Segment Start: DATA RECORDS

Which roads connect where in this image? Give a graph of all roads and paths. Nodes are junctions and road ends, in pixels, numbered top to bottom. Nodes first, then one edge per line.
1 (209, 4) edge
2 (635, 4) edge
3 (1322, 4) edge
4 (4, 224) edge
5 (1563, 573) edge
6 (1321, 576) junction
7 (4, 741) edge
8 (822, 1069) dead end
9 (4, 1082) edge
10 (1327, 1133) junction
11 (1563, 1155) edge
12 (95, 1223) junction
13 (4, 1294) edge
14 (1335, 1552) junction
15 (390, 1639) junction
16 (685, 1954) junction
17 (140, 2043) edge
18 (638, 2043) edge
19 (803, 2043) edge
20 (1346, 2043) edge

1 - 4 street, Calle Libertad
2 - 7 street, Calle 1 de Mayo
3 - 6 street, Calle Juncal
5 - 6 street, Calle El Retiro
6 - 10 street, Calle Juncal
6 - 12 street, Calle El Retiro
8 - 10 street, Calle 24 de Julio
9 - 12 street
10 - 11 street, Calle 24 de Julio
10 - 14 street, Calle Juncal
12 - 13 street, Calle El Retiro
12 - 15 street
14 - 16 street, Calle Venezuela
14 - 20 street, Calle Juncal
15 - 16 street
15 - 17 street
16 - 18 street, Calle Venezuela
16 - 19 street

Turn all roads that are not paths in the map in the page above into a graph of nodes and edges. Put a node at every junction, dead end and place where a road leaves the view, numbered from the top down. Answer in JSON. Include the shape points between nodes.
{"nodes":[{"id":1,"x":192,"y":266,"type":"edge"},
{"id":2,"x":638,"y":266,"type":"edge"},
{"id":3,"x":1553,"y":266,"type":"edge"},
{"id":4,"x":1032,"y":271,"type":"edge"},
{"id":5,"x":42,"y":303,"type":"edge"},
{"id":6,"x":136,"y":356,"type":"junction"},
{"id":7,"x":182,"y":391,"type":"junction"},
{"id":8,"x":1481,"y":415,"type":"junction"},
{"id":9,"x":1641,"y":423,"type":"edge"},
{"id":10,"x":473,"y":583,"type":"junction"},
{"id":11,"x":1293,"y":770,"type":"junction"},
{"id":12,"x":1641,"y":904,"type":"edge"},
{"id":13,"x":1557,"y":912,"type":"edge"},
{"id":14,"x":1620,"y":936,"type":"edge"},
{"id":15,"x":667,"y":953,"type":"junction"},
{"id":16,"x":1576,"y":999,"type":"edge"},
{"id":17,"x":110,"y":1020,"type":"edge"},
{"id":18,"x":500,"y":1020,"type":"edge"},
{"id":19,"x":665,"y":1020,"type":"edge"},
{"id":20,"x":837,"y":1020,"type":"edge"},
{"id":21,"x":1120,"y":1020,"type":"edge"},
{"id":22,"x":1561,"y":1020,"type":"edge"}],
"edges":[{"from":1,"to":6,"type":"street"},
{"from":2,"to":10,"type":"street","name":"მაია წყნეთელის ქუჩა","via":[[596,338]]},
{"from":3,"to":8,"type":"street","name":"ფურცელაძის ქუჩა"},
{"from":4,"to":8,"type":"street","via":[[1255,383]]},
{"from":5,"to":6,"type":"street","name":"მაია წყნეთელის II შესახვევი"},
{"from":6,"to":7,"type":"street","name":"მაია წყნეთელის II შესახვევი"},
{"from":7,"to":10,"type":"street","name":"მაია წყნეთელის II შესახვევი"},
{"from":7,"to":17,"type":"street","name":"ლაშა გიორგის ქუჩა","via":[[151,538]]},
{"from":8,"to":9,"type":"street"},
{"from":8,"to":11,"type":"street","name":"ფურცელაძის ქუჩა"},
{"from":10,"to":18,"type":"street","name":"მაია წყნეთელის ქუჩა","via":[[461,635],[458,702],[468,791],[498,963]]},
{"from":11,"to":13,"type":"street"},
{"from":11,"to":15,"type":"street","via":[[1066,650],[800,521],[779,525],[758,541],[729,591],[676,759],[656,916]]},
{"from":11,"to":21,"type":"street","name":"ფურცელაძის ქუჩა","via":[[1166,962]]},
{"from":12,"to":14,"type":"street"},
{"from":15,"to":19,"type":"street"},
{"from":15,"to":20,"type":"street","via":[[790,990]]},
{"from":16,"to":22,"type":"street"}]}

Segment End: DATA RECORDS

WORK TO BE COMPLETED: In full and verbatim, repeat the records given above.

OUTPUT FOR THIS EXERCISE:
Which roads connect where in this image? Give a graph of all roads and paths. Nodes are junctions and road ends, in pixels, numbered top to bottom. Nodes first, then one edge per line.
1 (209, 4) edge
2 (635, 4) edge
3 (1322, 4) edge
4 (4, 224) edge
5 (1563, 573) edge
6 (1321, 576) junction
7 (4, 741) edge
8 (822, 1069) dead end
9 (4, 1082) edge
10 (1327, 1133) junction
11 (1563, 1155) edge
12 (95, 1223) junction
13 (4, 1294) edge
14 (1335, 1552) junction
15 (390, 1639) junction
16 (685, 1954) junction
17 (140, 2043) edge
18 (638, 2043) edge
19 (803, 2043) edge
20 (1346, 2043) edge

1 - 4 street, Calle Libertad
2 - 7 street, Calle 1 de Mayo
3 - 6 street, Calle Juncal
5 - 6 street, Calle El Retiro
6 - 10 street, Calle Juncal
6 - 12 street, Calle El Retiro
8 - 10 street, Calle 24 de Julio
9 - 12 street
10 - 11 street, Calle 24 de Julio
10 - 14 street, Calle Juncal
12 - 13 street, Calle El Retiro
12 - 15 street
14 - 16 street, Calle Venezuela
14 - 20 street, Calle Juncal
15 - 16 street
15 - 17 street
16 - 18 street, Calle Venezuela
16 - 19 street

Turn all roads that are not paths in the map in the page above into a graph of nodes and edges. Put a node at every junction, dead end and place where a road leaves the view, numbered from the top down. Answer in JSON. Include the shape points between nodes.
{"nodes":[{"id":1,"x":192,"y":266,"type":"edge"},
{"id":2,"x":638,"y":266,"type":"edge"},
{"id":3,"x":1553,"y":266,"type":"edge"},
{"id":4,"x":1032,"y":271,"type":"edge"},
{"id":5,"x":42,"y":303,"type":"edge"},
{"id":6,"x":136,"y":356,"type":"junction"},
{"id":7,"x":182,"y":391,"type":"junction"},
{"id":8,"x":1481,"y":415,"type":"junction"},
{"id":9,"x":1641,"y":423,"type":"edge"},
{"id":10,"x":473,"y":583,"type":"junction"},
{"id":11,"x":1293,"y":770,"type":"junction"},
{"id":12,"x":1641,"y":904,"type":"edge"},
{"id":13,"x":1557,"y":912,"type":"edge"},
{"id":14,"x":1620,"y":936,"type":"edge"},
{"id":15,"x":667,"y":953,"type":"junction"},
{"id":16,"x":1576,"y":999,"type":"edge"},
{"id":17,"x":110,"y":1020,"type":"edge"},
{"id":18,"x":500,"y":1020,"type":"edge"},
{"id":19,"x":665,"y":1020,"type":"edge"},
{"id":20,"x":837,"y":1020,"type":"edge"},
{"id":21,"x":1120,"y":1020,"type":"edge"},
{"id":22,"x":1561,"y":1020,"type":"edge"}],
"edges":[{"from":1,"to":6,"type":"street"},
{"from":2,"to":10,"type":"street","name":"მაია წყნეთელის ქუჩა","via":[[596,338]]},
{"from":3,"to":8,"type":"street","name":"ფურცელაძის ქუჩა"},
{"from":4,"to":8,"type":"street","via":[[1255,383]]},
{"from":5,"to":6,"type":"street","name":"მაია წყნეთელის II შესახვევი"},
{"from":6,"to":7,"type":"street","name":"მაია წყნეთელის II შესახვევი"},
{"from":7,"to":10,"type":"street","name":"მაია წყნეთელის II შესახვევი"},
{"from":7,"to":17,"type":"street","name":"ლაშა გიორგის ქუჩა","via":[[151,538]]},
{"from":8,"to":9,"type":"street"},
{"from":8,"to":11,"type":"street","name":"ფურცელაძის ქუჩა"},
{"from":10,"to":18,"type":"street","name":"მაია წყნეთელის ქუჩა","via":[[461,635],[458,702],[468,791],[498,963]]},
{"from":11,"to":13,"type":"street"},
{"from":11,"to":15,"type":"street","via":[[1066,650],[800,521],[779,525],[758,541],[729,591],[676,759],[656,916]]},
{"from":11,"to":21,"type":"street","name":"ფურცელაძის ქუჩა","via":[[1166,962]]},
{"from":12,"to":14,"type":"street"},
{"from":15,"to":19,"type":"street"},
{"from":15,"to":20,"type":"street","via":[[790,990]]},
{"from":16,"to":22,"type":"street"}]}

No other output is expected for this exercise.